February 26, 2006

Comedy Icon Don Knotts Dies

Five Emmys for Barney Fife

Los Angeles, CA – Don Knotts, the gangly actor best known for his masterful portrayals of such befuddled misfits as Deputy Barney Fife on the classic 1960s TV comedy The Andy Griffith Show and landlord Ralph Furley on the ’80s sitcom Three’s Company, died Friday night at UCLA Medical Center. Emmy winner Knotts, who was 81, passed away from pulmonary and respiratory complications.

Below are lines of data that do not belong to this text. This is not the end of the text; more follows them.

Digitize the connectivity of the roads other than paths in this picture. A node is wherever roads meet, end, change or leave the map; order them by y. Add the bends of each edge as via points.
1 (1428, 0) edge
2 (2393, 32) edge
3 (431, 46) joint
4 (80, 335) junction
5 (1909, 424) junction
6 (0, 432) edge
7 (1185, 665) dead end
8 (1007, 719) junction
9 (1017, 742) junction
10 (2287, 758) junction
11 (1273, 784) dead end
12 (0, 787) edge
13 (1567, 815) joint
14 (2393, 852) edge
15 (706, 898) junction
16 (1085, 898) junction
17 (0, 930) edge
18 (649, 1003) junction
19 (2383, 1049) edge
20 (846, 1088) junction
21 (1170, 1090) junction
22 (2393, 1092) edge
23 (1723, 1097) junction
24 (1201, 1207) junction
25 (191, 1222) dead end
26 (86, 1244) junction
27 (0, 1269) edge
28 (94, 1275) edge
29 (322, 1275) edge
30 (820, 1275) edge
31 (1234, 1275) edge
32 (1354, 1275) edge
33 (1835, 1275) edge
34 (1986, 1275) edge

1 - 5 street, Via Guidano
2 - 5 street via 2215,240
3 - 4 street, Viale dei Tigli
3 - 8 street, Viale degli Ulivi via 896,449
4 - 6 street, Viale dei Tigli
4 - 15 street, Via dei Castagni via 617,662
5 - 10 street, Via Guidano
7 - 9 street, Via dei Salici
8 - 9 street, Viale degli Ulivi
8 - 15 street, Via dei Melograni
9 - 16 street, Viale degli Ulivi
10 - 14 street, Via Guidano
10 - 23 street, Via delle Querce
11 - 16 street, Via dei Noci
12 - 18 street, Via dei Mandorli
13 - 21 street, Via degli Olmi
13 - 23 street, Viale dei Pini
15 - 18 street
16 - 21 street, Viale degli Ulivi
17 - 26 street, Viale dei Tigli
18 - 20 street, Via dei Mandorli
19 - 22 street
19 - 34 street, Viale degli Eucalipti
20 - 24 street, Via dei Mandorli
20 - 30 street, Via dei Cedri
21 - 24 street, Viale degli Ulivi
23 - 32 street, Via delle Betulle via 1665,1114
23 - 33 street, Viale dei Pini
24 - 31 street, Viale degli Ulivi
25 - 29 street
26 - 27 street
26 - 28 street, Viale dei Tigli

Knotts, who starred in seven television series and more than two dozen feature films, began performing in high school, when he developed a ventriloquist act. His professional career started in radio after he moved from his native Morgantown, West Virginia, to New York City following a stint in the army and graduation from West Virginia University.

Within six months of arriving in Manhattan with $100 and a dream, Knotts was cast as a handyman on the radio Western Bobby Benson and the B-Bar-B Riders. He also performed on the radio soap opera Search for Tomorrow.

In 1956, after five years with Bobby Benson, he broke into television as a featured player on The Steve Allen Show, which also helped to launch the careers of Louis Nye, Tom Poston and Bill Dana. In several of Allen’s faux man-on-the-street interviews, Knotts played a jumpy character named Mr. Morrison, whose initials invariably pertained comically to his occupation.

A small role in the Broadway play No Time For Sergeants and its 1958 film adaptation, both of which starred Andy Griffith, proved to be an unexpected career-maker when, two years later, Griffith helped him land a part in his eponymous TV comedy.

The Andy Griffith Show cemented Knotts’ fame. A top 10 fixture for its entire run, the show, which aired from 1960-68, earned Knotts a record five consecutive Emmys for his iconic portrayal of fumbling Deputy Fife. Knotts maintained an enduring fondness for the role, and always singled it out as his favorite.

When the show ended its run—bowing out as the number one show in America—Knotts embarked on a successful movie career as the star of a string of comedies built around his high-anxiety comic persona. They included The Incredible Mr. Limpet, The Reluctant Astronaut, The Love God?, The Shakiest Gun in the West and The Ghost and Mr. Chicken.

Knotts also co-starred in the Disney comedies The Apple Dumpling Gang, No Deposit, No Return, Gus and Herbie Goes to Monte Carlo. In 1998, he had a crucial role in the popular movie Pleasantville, in which he played a TV repairman whose magical remote control sends a pair of contemporary siblings into a fictitious TV sitcom of the ’50s.

Knotts also continued to appear in numerous TV series, and in 1979, he joined the cast of 'Three’s Company, starring John Ritter, Suzanne Somers and Joyce DeWitt. Years later he reunited with Griffith when he appeared in a recurring role in Griffith’s popular legal drama Matlock.

More recently, he was in frequent demand as a voice-over performer for cartoons and animated films, including last year’s big-screen hit Chicken Little.

Knotts was married twice. In 1948 he wed Kay Metz, with whom he had two children before divorcing in 1969. He later married, then divorced, Lara Lee Szuchna.

On July 22, 1999, the Television Academy Foundation’s Archive of American Television (AAT) interviewed Knotts for more than three hours.

During the interview, Knotts discussed his early comedy routines and ventriloquism acts, which led to radio and television appearances on The Lanny Ross Show (radio), Arthur Godfrey’s Talent Scouts (radio), The Garry Moore Show (television) and Steve Allen’s Tonight Show (television).

The latter show’s appearances segued into Knotts’ work as a regular on The Steve Allen Show, appearing memorably in the “Man on the Street” sketches with Tom Poston and Louis Nye, which Knotts described.

He also discussed his early work in radio as a regular on the juvenile western adventure show Bobby Benson and the B-Bar-B Riders, as well as the television soap opera Search For Tomorrow.

Knotts went into great detail in his discussion of The Andy Griffith Show, in which he played Deputy Barney Fife” a role that earned him five Emmy Awards. He reflected on his personal and professional relationship with actor Andy Griffith that began with their appearance together on Broadway in No Time For Sergeants and continued throughout both of their respective careers.

He also discussed his appearances on various television variety shows and specials; his feature film appearances; and his work on the series The Don Knotts Show, Three’s Company and Matlock.

Conducted by Gary Rutkowski, the entire interview is currently available for free viewing at Google Video.